Report each line from the records where the string "main" turns up.

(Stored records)
........

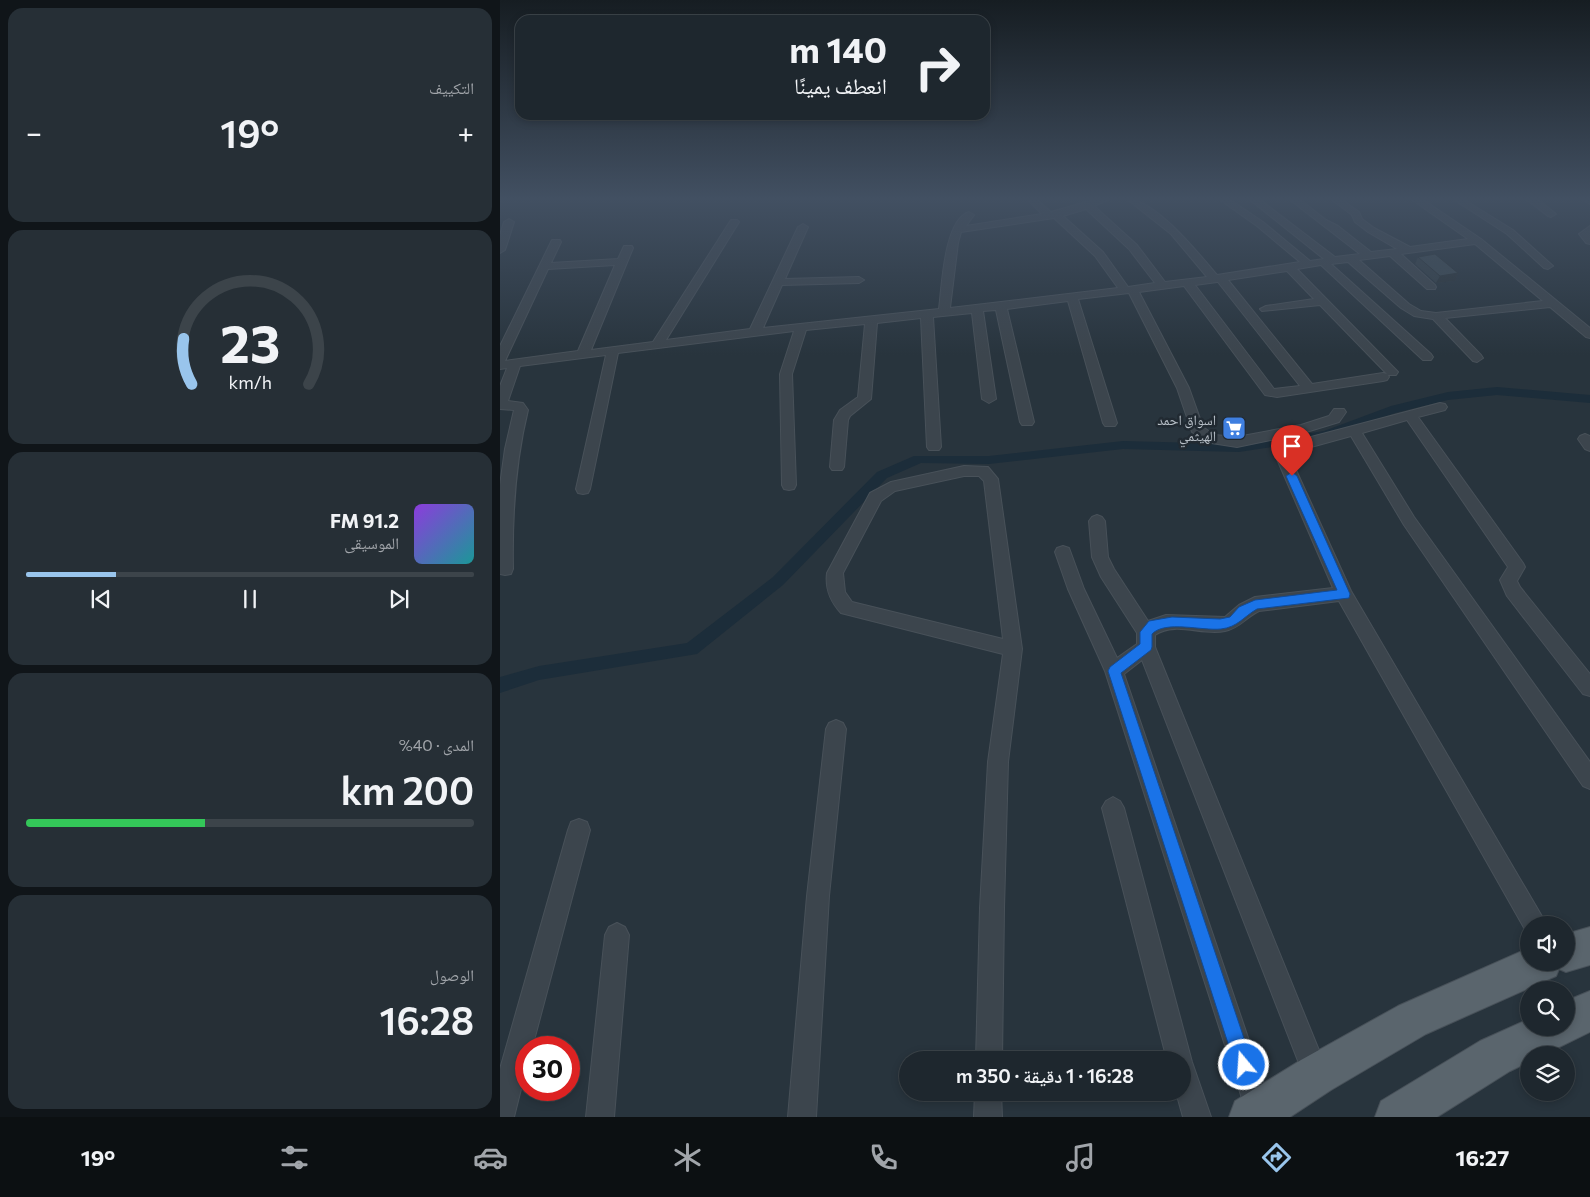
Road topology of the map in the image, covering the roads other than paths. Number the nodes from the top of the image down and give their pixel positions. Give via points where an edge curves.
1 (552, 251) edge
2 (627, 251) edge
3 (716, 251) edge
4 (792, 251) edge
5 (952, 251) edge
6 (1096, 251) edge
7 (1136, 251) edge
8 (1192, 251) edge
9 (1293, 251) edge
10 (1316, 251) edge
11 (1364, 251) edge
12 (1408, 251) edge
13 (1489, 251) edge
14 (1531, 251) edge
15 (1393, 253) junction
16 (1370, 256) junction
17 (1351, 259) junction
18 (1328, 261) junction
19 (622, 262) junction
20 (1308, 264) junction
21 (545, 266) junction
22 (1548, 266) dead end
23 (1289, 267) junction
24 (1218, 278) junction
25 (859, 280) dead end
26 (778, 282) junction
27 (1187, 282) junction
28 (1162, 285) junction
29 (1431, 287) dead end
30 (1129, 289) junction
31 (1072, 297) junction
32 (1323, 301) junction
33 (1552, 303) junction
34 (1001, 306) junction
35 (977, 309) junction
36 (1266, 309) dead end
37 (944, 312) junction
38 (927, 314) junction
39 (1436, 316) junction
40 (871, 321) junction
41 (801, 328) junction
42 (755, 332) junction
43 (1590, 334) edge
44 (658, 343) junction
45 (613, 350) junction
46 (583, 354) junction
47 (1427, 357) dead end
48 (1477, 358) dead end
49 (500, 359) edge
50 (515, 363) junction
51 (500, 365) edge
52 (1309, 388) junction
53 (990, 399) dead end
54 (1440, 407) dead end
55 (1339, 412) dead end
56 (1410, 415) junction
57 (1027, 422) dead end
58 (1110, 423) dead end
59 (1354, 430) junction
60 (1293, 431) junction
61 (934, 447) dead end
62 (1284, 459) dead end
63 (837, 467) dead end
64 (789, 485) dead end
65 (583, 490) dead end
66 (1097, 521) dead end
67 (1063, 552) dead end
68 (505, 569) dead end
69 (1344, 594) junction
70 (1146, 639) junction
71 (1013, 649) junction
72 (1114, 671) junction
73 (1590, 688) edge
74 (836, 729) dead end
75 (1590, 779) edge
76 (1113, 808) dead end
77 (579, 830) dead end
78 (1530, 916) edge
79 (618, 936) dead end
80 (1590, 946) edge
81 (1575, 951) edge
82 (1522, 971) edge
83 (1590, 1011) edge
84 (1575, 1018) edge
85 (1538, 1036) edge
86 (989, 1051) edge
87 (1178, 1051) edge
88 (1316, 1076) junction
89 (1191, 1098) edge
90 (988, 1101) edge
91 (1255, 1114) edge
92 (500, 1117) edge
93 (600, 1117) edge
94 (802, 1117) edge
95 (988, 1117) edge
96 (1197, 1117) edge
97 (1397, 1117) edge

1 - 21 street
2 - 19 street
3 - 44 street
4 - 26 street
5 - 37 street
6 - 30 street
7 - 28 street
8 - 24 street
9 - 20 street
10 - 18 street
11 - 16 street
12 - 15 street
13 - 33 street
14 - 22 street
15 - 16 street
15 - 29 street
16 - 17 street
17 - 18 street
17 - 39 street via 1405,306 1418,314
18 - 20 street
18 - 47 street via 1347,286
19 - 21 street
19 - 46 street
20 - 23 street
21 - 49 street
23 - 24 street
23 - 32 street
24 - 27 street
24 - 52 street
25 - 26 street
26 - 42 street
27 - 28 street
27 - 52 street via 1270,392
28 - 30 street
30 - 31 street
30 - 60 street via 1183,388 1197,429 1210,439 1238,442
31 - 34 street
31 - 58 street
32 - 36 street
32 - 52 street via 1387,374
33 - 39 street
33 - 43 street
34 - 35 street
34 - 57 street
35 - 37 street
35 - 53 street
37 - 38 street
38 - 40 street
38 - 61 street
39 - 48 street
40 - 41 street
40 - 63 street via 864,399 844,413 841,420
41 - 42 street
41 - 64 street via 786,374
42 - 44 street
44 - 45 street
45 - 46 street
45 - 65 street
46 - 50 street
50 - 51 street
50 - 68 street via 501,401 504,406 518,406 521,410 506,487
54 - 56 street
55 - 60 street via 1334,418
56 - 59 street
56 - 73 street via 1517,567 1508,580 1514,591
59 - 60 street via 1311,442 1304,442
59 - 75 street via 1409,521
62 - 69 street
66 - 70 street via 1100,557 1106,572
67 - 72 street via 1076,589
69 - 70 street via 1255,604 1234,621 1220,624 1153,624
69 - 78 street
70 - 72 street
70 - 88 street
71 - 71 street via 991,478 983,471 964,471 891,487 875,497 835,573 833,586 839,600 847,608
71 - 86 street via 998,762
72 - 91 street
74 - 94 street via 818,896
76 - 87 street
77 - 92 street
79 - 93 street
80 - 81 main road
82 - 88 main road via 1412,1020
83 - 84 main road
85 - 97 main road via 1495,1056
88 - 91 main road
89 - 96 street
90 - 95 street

........

* Exercise result *
80 - 81 main road
82 - 88 main road via 1412,1020
83 - 84 main road
85 - 97 main road via 1495,1056
88 - 91 main road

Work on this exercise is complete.